[Dataset entries]
[Start of section]
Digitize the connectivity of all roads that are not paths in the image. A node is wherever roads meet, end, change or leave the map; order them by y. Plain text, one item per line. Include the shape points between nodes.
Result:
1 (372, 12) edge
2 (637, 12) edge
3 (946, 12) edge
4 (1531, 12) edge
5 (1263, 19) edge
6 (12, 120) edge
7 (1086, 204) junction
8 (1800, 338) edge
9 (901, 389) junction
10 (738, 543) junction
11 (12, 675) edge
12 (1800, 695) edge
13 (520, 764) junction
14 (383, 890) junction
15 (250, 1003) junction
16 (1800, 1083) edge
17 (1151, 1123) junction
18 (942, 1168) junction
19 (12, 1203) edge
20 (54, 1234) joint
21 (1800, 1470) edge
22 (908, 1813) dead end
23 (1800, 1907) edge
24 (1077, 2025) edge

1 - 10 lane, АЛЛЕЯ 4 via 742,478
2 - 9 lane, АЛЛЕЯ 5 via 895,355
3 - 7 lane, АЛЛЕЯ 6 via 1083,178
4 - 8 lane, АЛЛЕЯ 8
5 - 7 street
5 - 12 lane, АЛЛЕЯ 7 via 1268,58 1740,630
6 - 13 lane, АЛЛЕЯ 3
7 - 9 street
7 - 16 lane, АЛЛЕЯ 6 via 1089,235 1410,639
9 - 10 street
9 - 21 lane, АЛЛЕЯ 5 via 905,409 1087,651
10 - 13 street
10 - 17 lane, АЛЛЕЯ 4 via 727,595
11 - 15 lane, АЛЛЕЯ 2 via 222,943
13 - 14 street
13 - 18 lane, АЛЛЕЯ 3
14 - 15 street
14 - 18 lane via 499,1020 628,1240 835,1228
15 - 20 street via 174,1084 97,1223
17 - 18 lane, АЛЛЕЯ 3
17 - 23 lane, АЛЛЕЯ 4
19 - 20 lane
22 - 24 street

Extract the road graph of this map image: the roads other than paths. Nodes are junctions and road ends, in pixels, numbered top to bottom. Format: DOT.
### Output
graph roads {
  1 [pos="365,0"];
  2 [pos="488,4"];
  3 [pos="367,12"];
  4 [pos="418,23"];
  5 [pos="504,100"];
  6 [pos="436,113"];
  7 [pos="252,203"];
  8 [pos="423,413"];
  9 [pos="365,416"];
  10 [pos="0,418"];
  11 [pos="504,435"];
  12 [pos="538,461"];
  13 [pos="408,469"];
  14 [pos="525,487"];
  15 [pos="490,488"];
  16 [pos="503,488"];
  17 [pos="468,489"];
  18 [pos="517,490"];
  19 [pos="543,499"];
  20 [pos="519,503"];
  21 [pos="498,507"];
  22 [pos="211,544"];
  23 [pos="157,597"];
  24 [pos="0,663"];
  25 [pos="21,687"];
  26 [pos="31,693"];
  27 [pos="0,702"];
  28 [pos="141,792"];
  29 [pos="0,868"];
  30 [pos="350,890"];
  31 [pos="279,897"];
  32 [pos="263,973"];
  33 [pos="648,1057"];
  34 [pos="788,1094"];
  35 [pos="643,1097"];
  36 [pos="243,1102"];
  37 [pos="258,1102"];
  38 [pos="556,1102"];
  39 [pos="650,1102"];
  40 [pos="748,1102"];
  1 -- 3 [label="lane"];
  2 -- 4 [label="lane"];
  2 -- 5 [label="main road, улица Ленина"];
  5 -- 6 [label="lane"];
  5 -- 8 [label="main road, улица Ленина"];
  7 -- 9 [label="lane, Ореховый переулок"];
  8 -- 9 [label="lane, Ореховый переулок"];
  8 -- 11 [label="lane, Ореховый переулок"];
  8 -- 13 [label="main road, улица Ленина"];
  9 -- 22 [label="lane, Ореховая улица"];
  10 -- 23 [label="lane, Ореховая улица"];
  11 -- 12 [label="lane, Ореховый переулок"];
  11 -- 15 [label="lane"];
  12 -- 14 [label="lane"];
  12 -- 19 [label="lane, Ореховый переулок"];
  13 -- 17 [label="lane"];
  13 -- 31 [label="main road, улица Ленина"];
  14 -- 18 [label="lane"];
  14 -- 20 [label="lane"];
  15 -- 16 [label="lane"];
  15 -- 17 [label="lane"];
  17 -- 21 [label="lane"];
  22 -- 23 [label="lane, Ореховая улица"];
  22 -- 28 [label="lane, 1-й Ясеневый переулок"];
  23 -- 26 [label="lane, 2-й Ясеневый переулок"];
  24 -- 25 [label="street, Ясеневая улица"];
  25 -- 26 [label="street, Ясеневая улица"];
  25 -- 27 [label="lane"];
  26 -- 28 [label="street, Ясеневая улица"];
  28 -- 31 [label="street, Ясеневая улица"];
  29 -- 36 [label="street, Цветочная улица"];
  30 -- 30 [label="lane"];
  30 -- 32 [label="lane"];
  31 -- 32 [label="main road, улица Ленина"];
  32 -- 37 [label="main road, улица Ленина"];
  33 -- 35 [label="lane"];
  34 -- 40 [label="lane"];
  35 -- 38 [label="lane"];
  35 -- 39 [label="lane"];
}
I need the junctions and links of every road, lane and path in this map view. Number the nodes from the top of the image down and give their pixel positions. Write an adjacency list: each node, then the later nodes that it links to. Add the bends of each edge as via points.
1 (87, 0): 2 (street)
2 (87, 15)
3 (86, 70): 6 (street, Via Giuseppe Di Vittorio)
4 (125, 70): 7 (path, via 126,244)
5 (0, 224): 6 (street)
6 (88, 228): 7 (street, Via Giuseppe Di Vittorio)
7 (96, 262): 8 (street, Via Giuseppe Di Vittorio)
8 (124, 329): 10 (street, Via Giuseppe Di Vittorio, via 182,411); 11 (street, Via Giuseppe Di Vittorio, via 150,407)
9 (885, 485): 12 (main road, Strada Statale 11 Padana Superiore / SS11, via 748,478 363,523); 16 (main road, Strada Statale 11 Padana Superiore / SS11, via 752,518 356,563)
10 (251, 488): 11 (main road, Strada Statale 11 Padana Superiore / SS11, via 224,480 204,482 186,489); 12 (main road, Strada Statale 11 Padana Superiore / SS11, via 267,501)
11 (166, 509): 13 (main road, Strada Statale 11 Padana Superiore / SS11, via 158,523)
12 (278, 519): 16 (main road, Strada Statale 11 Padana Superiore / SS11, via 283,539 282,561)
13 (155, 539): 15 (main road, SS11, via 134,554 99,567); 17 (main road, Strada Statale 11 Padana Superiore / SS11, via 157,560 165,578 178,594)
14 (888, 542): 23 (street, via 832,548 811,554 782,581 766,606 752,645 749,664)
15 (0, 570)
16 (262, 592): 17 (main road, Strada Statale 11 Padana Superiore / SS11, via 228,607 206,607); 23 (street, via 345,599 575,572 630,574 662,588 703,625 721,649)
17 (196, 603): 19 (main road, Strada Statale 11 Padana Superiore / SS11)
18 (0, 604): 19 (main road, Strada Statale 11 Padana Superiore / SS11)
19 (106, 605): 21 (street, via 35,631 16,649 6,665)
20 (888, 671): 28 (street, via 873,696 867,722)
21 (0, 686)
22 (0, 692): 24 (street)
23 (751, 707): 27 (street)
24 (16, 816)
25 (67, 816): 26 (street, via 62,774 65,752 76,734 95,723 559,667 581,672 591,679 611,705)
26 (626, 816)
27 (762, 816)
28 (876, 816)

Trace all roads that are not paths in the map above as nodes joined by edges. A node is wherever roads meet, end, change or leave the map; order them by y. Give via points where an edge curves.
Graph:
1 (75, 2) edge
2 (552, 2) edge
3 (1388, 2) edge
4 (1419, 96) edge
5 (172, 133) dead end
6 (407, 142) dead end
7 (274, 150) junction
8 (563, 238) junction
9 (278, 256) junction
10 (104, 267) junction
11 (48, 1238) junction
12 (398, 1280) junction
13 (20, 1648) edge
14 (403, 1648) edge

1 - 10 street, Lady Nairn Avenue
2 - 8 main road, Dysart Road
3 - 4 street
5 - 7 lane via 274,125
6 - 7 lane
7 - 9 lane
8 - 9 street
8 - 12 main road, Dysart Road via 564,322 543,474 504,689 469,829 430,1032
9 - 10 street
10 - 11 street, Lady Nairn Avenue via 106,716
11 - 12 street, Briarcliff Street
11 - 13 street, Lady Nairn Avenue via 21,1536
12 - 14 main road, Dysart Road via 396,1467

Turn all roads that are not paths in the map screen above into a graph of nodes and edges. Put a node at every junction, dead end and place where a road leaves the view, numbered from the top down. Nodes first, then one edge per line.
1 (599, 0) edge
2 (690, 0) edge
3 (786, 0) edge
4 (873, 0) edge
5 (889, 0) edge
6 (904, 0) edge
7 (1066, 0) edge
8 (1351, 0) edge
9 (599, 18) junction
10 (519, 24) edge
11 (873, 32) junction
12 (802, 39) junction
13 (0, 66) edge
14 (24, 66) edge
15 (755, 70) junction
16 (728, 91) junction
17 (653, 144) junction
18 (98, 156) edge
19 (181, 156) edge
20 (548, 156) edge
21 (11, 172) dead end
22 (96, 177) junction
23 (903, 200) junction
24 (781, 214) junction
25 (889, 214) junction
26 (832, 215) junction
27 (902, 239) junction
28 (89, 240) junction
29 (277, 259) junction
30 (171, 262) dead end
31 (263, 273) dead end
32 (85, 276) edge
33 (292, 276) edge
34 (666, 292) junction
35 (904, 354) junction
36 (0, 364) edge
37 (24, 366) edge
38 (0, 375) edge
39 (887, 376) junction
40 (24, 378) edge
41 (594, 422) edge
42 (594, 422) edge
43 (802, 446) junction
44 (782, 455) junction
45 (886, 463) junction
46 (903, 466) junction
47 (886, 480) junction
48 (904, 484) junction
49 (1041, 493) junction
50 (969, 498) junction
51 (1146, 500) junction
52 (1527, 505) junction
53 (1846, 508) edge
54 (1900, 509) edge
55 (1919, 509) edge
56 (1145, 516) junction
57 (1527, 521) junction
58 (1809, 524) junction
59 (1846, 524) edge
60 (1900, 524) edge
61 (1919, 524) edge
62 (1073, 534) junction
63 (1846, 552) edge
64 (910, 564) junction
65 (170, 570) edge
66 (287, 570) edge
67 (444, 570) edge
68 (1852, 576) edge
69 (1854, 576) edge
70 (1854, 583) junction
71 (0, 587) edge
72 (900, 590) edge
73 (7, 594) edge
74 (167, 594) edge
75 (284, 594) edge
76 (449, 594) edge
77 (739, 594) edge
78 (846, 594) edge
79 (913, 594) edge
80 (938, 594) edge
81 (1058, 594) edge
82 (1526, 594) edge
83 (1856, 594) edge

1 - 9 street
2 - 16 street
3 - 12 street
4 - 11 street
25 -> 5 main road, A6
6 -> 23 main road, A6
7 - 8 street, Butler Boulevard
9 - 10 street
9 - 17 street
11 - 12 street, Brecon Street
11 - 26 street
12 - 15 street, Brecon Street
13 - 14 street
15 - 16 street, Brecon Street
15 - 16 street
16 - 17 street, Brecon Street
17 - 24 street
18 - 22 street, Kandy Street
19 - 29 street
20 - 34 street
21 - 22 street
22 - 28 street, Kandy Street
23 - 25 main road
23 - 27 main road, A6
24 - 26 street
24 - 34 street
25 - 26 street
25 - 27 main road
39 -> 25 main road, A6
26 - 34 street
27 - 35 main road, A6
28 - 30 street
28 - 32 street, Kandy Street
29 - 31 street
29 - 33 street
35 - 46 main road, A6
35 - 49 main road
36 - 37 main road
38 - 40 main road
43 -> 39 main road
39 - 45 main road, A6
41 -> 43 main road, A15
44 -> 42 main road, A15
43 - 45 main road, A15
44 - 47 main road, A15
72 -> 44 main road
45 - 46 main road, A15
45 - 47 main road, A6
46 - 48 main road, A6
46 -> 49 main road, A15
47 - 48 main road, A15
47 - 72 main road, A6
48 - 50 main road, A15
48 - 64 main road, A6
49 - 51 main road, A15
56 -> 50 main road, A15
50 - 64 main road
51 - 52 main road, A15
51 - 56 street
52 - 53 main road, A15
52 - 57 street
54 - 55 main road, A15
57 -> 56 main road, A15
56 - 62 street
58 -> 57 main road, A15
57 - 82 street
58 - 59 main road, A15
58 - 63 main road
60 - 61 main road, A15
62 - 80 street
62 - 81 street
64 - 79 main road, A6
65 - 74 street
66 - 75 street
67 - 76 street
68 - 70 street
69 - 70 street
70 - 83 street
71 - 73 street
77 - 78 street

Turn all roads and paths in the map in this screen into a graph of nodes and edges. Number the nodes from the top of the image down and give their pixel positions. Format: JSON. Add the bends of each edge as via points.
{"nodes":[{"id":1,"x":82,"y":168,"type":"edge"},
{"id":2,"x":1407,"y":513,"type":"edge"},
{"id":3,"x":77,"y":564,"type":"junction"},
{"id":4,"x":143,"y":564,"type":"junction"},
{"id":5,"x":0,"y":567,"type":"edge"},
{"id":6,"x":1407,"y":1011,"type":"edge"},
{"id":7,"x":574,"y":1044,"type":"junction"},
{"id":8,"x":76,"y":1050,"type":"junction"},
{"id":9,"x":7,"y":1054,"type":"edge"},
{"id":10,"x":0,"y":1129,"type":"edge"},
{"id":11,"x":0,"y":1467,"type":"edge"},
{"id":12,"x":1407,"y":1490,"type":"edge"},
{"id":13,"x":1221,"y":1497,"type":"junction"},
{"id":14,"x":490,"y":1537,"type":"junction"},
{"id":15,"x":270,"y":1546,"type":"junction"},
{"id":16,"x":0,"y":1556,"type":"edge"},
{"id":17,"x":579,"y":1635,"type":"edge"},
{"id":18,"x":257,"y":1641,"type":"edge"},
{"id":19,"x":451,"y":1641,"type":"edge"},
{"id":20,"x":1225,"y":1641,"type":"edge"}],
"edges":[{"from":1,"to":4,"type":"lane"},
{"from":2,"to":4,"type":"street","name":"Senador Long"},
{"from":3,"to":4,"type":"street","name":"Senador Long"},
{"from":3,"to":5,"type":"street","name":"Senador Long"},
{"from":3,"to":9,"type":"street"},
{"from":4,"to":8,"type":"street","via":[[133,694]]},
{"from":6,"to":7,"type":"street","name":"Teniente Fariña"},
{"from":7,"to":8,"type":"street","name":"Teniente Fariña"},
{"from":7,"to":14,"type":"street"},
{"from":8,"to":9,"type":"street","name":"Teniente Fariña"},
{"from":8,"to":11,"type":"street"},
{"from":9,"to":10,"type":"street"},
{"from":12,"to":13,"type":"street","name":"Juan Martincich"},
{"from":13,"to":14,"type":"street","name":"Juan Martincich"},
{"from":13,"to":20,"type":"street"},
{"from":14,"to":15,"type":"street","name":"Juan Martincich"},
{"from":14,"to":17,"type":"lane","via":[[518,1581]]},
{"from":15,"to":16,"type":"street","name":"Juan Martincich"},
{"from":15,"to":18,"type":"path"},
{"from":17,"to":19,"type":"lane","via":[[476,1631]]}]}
[End of section]
Within the entries, find all lines holding "view" and copy each one.

Result ::
I need the junctions and links of every road, lane and path in this map view. Number the nodes from the top of the image down and give their pixel positions. Write an adjacency list: each node, then the later nodes that it links to. Add the bends of each edge as via points.
Turn all roads that are not paths in the map screen above into a graph of nodes and edges. Put a node at every junction, dead end and place where a road leaves the view, numbered from the top down. Nodes first, then one edge per line.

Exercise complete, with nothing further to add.